"'Anything is better than your rumblings,' said Claas, and so they hastened on the backward course. 'For,' as Vassell told me, 'I was in deep tribulation of fear lest the vultures might gulp down the diamond, or some beak strike it afar.'"

Here the huge old burgher sat up straighter and paused so unexpectedly that his sudden silence was startling. I imagined he listened to something far off in the stillness of the waning moon. Lieutenant Deschamps and the French Canadians sat indifferent, but I sprang up and put hands to my ears. Nothing could I hear but the occasional stamping of our horses, the walking hoofs of our vedettes by the river's bend, and the clinking of swift water over gravel.

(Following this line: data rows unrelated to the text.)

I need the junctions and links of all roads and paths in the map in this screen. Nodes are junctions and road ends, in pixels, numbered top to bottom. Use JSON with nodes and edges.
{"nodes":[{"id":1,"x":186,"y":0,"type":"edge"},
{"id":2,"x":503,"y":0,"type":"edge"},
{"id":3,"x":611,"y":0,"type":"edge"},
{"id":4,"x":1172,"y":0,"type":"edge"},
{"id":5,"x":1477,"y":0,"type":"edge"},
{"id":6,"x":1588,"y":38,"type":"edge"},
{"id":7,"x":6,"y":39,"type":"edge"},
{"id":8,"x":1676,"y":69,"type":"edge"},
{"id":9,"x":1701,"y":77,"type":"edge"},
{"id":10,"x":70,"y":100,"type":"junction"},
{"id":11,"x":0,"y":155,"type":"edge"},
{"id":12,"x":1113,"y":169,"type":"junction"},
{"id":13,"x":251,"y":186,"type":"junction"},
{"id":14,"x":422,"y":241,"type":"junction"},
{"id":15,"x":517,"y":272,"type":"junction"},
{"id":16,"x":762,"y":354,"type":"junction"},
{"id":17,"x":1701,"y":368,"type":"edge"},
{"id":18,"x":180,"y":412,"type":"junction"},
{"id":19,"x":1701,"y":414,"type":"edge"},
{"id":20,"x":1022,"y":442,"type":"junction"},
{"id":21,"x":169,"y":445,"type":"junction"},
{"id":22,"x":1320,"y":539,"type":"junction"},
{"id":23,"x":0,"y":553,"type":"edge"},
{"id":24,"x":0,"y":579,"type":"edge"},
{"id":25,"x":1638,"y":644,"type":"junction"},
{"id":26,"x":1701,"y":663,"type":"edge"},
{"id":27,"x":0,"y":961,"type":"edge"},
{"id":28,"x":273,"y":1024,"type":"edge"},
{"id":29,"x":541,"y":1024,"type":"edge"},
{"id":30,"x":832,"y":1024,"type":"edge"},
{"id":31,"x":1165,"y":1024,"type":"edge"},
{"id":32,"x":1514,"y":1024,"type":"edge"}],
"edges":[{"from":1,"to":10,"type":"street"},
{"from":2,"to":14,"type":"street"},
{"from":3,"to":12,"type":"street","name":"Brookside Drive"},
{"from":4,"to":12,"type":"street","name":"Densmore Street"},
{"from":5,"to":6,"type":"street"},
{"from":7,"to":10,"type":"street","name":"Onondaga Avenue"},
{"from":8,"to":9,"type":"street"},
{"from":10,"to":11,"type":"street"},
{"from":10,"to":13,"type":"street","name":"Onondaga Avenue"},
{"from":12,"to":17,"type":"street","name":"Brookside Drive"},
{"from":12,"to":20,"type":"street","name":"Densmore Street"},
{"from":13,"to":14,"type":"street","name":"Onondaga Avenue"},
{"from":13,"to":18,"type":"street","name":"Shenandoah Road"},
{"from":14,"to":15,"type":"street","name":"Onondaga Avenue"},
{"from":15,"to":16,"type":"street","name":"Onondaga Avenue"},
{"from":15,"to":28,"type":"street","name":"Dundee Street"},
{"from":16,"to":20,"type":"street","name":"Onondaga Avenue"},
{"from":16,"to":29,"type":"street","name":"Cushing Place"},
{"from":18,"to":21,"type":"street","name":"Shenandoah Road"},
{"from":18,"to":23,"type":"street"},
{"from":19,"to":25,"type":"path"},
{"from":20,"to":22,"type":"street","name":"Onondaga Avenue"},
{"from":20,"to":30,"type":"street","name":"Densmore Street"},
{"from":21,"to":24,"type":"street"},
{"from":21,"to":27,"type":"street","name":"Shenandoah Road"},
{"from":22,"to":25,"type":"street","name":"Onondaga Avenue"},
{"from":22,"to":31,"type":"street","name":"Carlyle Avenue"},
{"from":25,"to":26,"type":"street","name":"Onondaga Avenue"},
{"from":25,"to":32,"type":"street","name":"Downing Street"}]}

"Did you hear something strange?" the patriarch asked me.

"Did you?" I asked.

"Is it likely that a great-grandfather's ears can hear better than a young man's?" he asked courteously.

"But you stopped to listen," I replied.

Then he shamed me by saying gently: "An old voice may need a little rest. But now I will go on:

"My cousins trekked back as fast as their oxen could walk. They found the Kaffir still squirming, and covering his eyes from the vultures. This went to Vassell's heart. He could not cut the diamond out of the living. And perhaps it was not in the man. Vassell drove away the vultures and examined the wound. Then his heart was lifted up exceedingly, for as he told me, 'fear had been heavy in me lest the diamond had gone clear through the Kaffir and been lost on the veldt. But now my fingers felt it under the flesh of his back. An inch more had sent it through. And it seemed so sure the pagan must die before morning that my conscience was clear against extracting the stone in haste.'

"This Wolwe Veldt was then Lion Veldt, and Vassell thought it prudent to carry the Kaffir into the night-laager, for lions bolt big chunks, and the diamond might be in one of them. Claas consented, and so the tame Kaffirs lugged the wild one into one of the ivory-wagons, and left him to die at his leisure.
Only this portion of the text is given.